While Nantucket is having a good season and it will likely continue, Mr. Larsen said he is hearing a lot of compliments of the Vineyard bay scallops when comparing the two Islands.

“Nantucket has plenty of bay scallops but they are all small,” Mr. Larsen said. Usually Nantucket has large meats and that makes them preferable. “They used to cut eight or nine pounds to the bushel. Normally they are bigger than ours. But this year they are getting five or six pounds to the bushel,” Mr. Larsen said. “That makes us a primary source.”

Mr. Larsen said he knows that Chatham and Long Island have run out of bay scallops because they are his latest customers.

Isaiah Scheffer is the Chilmark shellfish constable. He is Roy Scheffer’s son. Last year, Chilmark shellfishermen landed 1,700 bushels of bay scallops for the season. They won’t come close this year, and the fishermen have to work hard to get the two bushel limit.

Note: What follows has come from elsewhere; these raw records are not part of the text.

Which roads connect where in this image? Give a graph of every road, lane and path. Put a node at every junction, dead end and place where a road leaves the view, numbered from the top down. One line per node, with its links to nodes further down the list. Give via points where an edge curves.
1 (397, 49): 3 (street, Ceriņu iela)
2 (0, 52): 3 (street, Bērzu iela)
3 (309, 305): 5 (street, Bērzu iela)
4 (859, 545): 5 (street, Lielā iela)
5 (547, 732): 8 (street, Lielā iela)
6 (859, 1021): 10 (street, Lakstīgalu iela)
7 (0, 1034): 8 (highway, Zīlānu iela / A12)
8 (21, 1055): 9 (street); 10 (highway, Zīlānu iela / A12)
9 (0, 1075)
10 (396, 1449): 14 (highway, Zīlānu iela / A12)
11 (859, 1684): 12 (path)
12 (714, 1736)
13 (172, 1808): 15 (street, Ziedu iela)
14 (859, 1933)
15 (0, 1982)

“They’ll leave the dock at 7 a.m. and be back at noon with a bushel and a half, two bushels by 2 p.m.,” Mr. Scheffer said. The scallops aren’t big like Edgartown’s”; Mr. Scheffer said Chilmark fishermen are getting seven pounds to a bushel. “They could get eight pounds to the bushel if they are out on the flats,” Mr. Scheffer said.

Mr. Scheffer said a half dozen bay scallopers are still going; all of them are the town’s seasoned shellfishermen.

While the economy may be going south, for these shellfishermen, bay scallops are their livelihood.

Roy Scheffer said nearly all of the bay scallopers fishing in his town are “die-hard” fishermen. That is what they do. “I do it because I don’t know any better,” he said.

Edgartown shellfish constable Paul Bagnall said his town sold 70 commercial shellfish licenses this year, twice as many as last year. A couple of those commercial licenses were taken up by what Mr. Bagnall calls “younger kids.” Mr. Bagnall estimated that around 600 bushels of bay scallops are landed a week, significantly more than last year.

In past economic downturns on the Island, many of the shellfishermen were folks who had lost work in construction.

“Years ago, carpenters used to go bay scalloping for the first couple of weeks, as long as they made more money,” Mr. Larsen said. “Now they don’t have a boat in the yard, so they don’t go.”

Mr. Larsen said an unemployed carpenter wouldn’t think of going bay scalloping if he couldn’t find work these days. The cost of the boat, the outboard and the gear can run upwards of $10,000. “You can’t count on income every year,” Mr. Larsen said.

This year income is coming from across the country, because the Vineyard bay scallop has plenty of distant followers. Mr. Larsen said he is shipping to Denver, Seattle and Los Angeles markets. Consumers can make the distinction between bay scallops that come from Martha’s Vineyard and those that come from foreign ports.

The Chinese farm-raised bay scallop may be flooding the market at $4.99 a pound, but Mr. Larsen said he is not concerned. “The consumer knows,” he said. Every once in a while he gets a customer who will complain they can get foreign raised bay scallops cheaper. “They come from Mexico, Argentina, Brazil and Peru,” Mr. Larsen said. “It just doesn’t taste the same,” he said.

Mr. Bagnall said Island shellfishermen can welcome the return of the bay scallop fishery to places like Chatham. “It expands the market.” The more people get an opportunity to taste the New England bay scallop, the more consumers will ask for it in the future.

Then, as has happened now, when the bay scallop fishery runs dry on the mainland, the buyers turn to the Vineyard to refill their empty trays.